I spent 2023 running a naked WireGuard mesh across my homelab and two cloud VMs. Early in 2024 I added Tailscale as an overlay on top of some of those same hosts for a narrow use case. A year later I have opinions about both.

What I run

  • Three homelab Proxmox nodes (NUCs) on a flat /24 at home.
  • A Hetzner CX22 for public ingress and a cheap shared mail relay.
  • Two DigitalOcean droplets that host monitoring.
  • My laptop and phone, which roam.

WireGuard peers it all together with a static key distribution. Tailscale runs on a subset of machines: the two cloud VMs, the laptop, the phone, and one NUC that acts as an exit node.

The WireGuard setup

A single peer config on the homelab gateway looks like:

[Interface]
PrivateKey = <redacted>
Address = 10.77.0.1/32
ListenPort = 51820
Table = off
PostUp = ip route add 10.77.0.0/24 dev %i; ip rule add from 10.77.0.0/24 table 200
PostDown = ip rule del from 10.77.0.0/24 table 200

[Peer]
# hetzner-edge
PublicKey = <redacted>
AllowedIPs = 10.77.0.10/32
Endpoint = edge.example.net:51820
PersistentKeepalive = 25

The policy routing bits matter because I want only certain flows to use the tunnel. Table = off tells wg-quick not to install a catchall.

Key distribution lives in a Nix flake that templates out each peer. I rotate keys once a year, which is less frequently than security nerds would like but more often than most homelab owners bother with.

Where WireGuard wins

  • Speed. On my 1 Gb/s link I can saturate it. Tailscale’s userspace has gotten better but is still not as fast as kernel WireGuard on a cheap box.
  • Deterministic. Every peer knows every peer. There is no coordination server. Nothing in the middle to have an opinion about my traffic.
  • Boring. Once set up, it runs. I do not think about it.

Where Tailscale wins

  • NAT traversal from my phone. My home is behind carrier NAT for IPv4 from the cellular provider. Setting up inbound WireGuard from my phone required IPv6 end to end or a relay. Tailscale does this out of the box with DERP.

  • ACLs. Tailscale’s ACL file is pleasant:

    {
  "acls": [
    {"action": "accept", "src": ["tag:laptop"], "dst": ["tag:home:*"]},
    {"action": "accept", "src": ["tag:home"], "dst": ["tag:cloud:3000,9090"]}
  ],
  "tagOwners": {"tag:home": ["autogroup:admin"], "tag:cloud": ["autogroup:admin"]}
}

    I can describe “laptop can reach any home service, home machines can reach the two observability ports on cloud” in five lines. Doing that in WireGuard means iptables on every host and a spreadsheet.
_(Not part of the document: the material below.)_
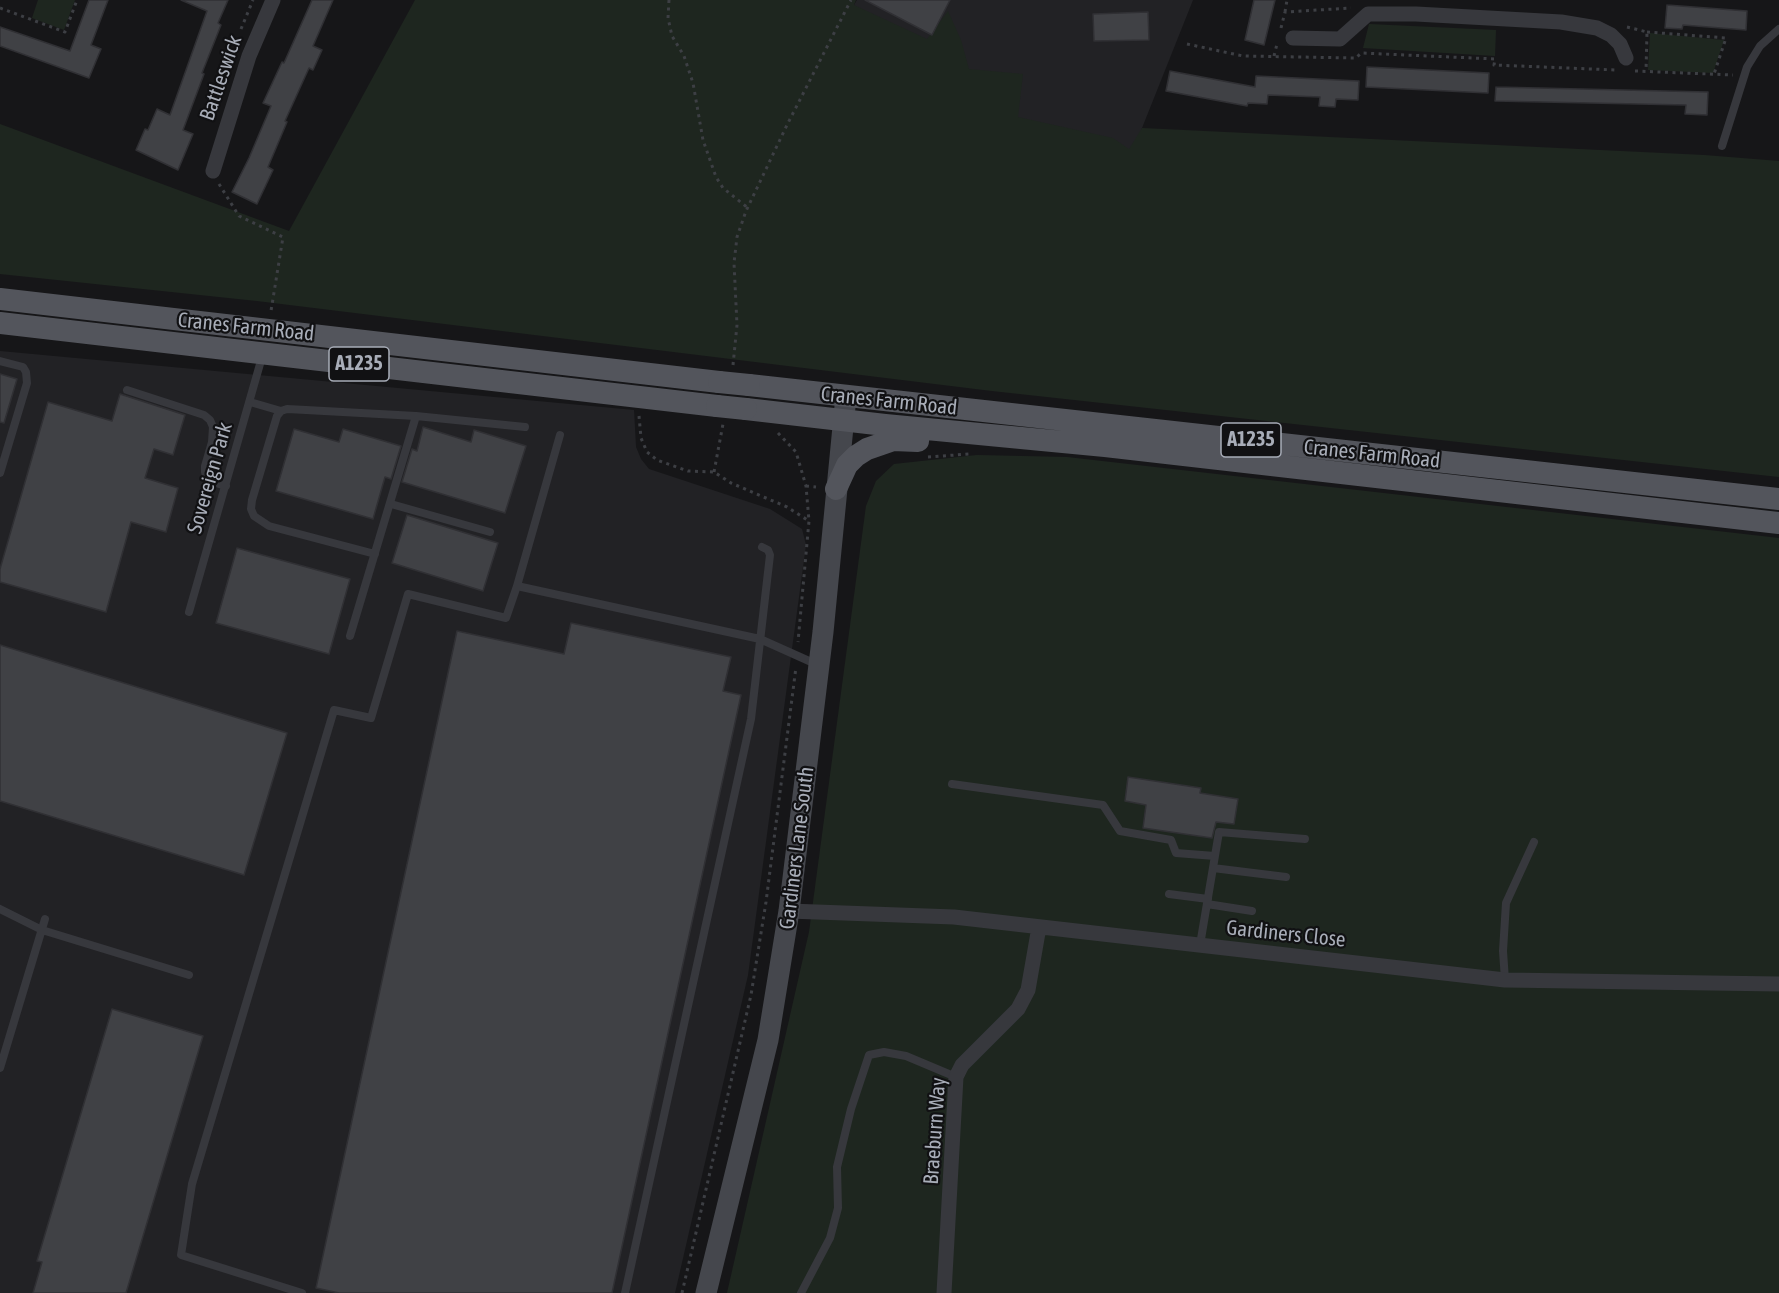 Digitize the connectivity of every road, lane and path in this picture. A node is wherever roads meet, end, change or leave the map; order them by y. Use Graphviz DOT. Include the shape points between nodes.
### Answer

  • MagicDNS. This is the one feature I would pay for on its own. Machines can refer to each other by short name without me maintaining a zone. I have a post about how I ripped out my dnsmasq tricks once MagicDNS came online see my post on Pi-hole forgetting its DNS override.

Where they both have sharp edges

  • Tailscale plus a separate VPN on the same laptop is messy. I used to run a work VPN and Tailscale and routinely had routing surprises. Tailscale’s --accept-routes=false and sane route priorities fixed most of it.

  • WireGuard’s handshake failures are silent at the application level. wg shows you the problem but nothing wakes you up. I have a small bpftrace watcher for this:

    bpftrace -e 'kprobe:wg_handshake_receive { @[pid,comm] = count(); } interval:s:60 { print(@); clear(@); }'

    Not exactly production-grade, but if handshakes start going up in a weird pattern I get told.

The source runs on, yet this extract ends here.